Your task:
Check each line of the records below for the word "Stangnesveien" and give the number of lines that have it, with nothing added.

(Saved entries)
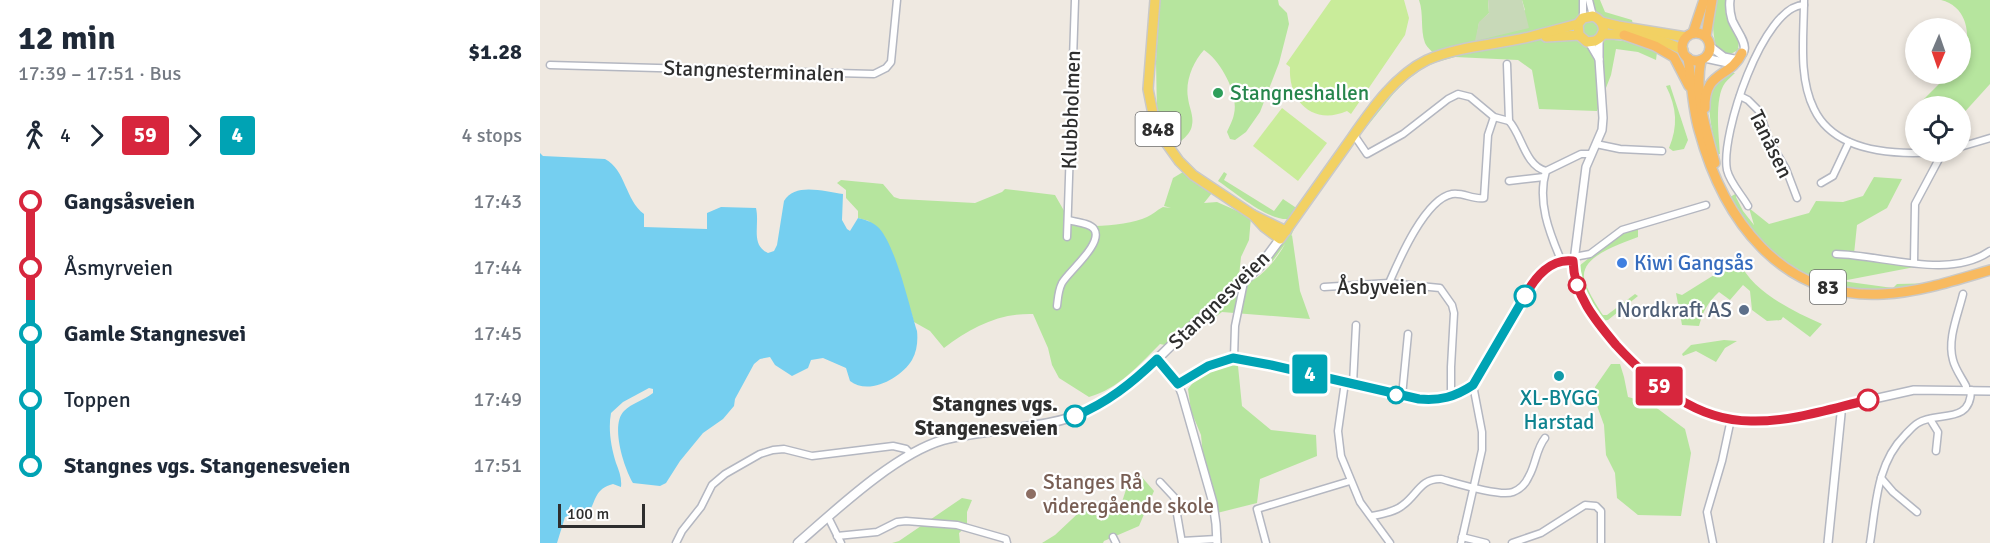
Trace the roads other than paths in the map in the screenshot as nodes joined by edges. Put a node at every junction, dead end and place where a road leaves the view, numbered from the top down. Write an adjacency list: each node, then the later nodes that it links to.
1 (897, 0): 23 (street, Stangnesterminalen)
2 (1075, 0): 45 (street, Klubbholmen)
3 (1155, 0): 46 (main road, 848)
4 (1583, 0): 11 (street)
5 (1589, 0): 10 (street)
6 (1704, 0): 14 (highway, 83)
7 (1712, 0): 16 (highway)
8 (1730, 0): 20 (street)
9 (1804, 3): 25 (street); 31 (street)
10 (1597, 19): 11 (main road, Stangnesveien); 14 (main road, Stangnesveien); 17 (main road)
11 (1581, 21): 12 (main road); 15 (main road, Stangnesveien)
12 (1579, 35): 15 (main road, Stangnesveien); 17 (main road)
13 (1624, 35): 17 (main road); 19 (main road); 24 (highway, 83)
14 (1689, 35): 16 (highway); 19 (highway, 83)
15 (1532, 36): 29 (main road, Stangnesveien)
16 (1706, 36): 18 (highway)
17 (1597, 38): 32 (street)
18 (1711, 47): 20 (street); 21 (highway, 83)
19 (1685, 54): 21 (highway); 24 (highway, 83)
20 (1739, 56): 21 (street); 28 (highway, 83)
21 (1703, 59): 28 (highway, 83)
22 (1507, 64): 27 (street)
23 (550, 65)
24 (1691, 90): 39 (highway, 83)
25 (1740, 96): 42 (street, Tanåsen); 44 (street)
26 (1494, 117): 27 (street); 29 (street); 55 (street)
27 (1509, 121): 38 (street)
28 (1706, 128): 39 (highway, 83)
29 (1354, 135): 46 (main road, Stangnesveien)
30 (1990, 138): 33 (street)
31 (1849, 142): 35 (street); 41 (street)
32 (1596, 144): 34 (street); 36 (street)
33 (1971, 144)
34 (1662, 151)
35 (1905, 152)
36 (1591, 154): 38 (street); 50 (street)
37 (1937, 162): 52 (street)
38 (1545, 174): 40 (street); 51 (street)
39 (1716, 174): 53 (highway, 83)
40 (1509, 181)
41 (1821, 183)
42 (1797, 198)
43 (1706, 205): 50 (street)
44 (1748, 206)
45 (1068, 220): 47 (street, Klubbholmen); 58 (street)
46 (1283, 235): 54 (main road, Stangnesveien)
47 (1067, 237)
48 (1990, 251): 52 (street)
49 (1836, 254): 52 (street)
50 (1574, 259): 51 (street); 72 (street)
51 (1561, 260): 66 (street)
52 (1914, 263)
53 (1990, 270)
54 (1244, 281): 61 (street); 62 (main road, Stangnesveien)
55 (1389, 283): 56 (street, Åsbyveien); 70 (street, Åsbyveien)
56 (1324, 287)
57 (1963, 294): 67 (street)
58 (1057, 306)
59 (1356, 324): 65 (street)
60 (1408, 334): 69 (street)
61 (1233, 358): 63 (street); 64 (street)
62 (1157, 359): 64 (street); 76 (main road, Stangnesveien)
63 (1345, 382): 65 (street); 78 (street)
64 (1178, 384): 86 (street)
65 (1353, 384): 69 (street)
66 (1473, 385): 70 (street); 80 (street)
67 (1968, 390): 68 (street); 71 (street); 73 (street)
68 (1990, 390)
69 (1402, 396): 70 (street)
70 (1452, 397)
71 (1839, 407): 72 (street); 98 (street)
72 (1731, 419): 97 (street)
73 (1930, 419): 75 (street); 77 (street)
74 (1545, 438): 80 (street)
75 (1936, 451)
76 (911, 454): 83 (main road, Stangnesveien); 88 (street)
77 (1881, 478): 81 (street); 99 (street)
78 (1350, 481): 82 (street); 92 (street)
79 (1160, 482): 87 (street)
80 (1474, 487): 82 (street); 85 (street)
81 (1917, 512)
82 (1372, 516): 93 (street)
83 (828, 517): 84 (street); 89 (main road, Stangnesveien)
84 (837, 536): 90 (street); 91 (street)
85 (1461, 540): 94 (street)
86 (1217, 541): 87 (street)
87 (1182, 542)
88 (676, 543)
89 (798, 543)
90 (841, 543)
91 (1007, 543)
92 (1266, 543)
93 (1390, 543)
94 (1486, 543)
95 (1512, 543): 96 (street)
96 (1601, 543)
97 (1713, 543)
98 (1828, 543)
99 (1870, 543)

Result for this exercise:
10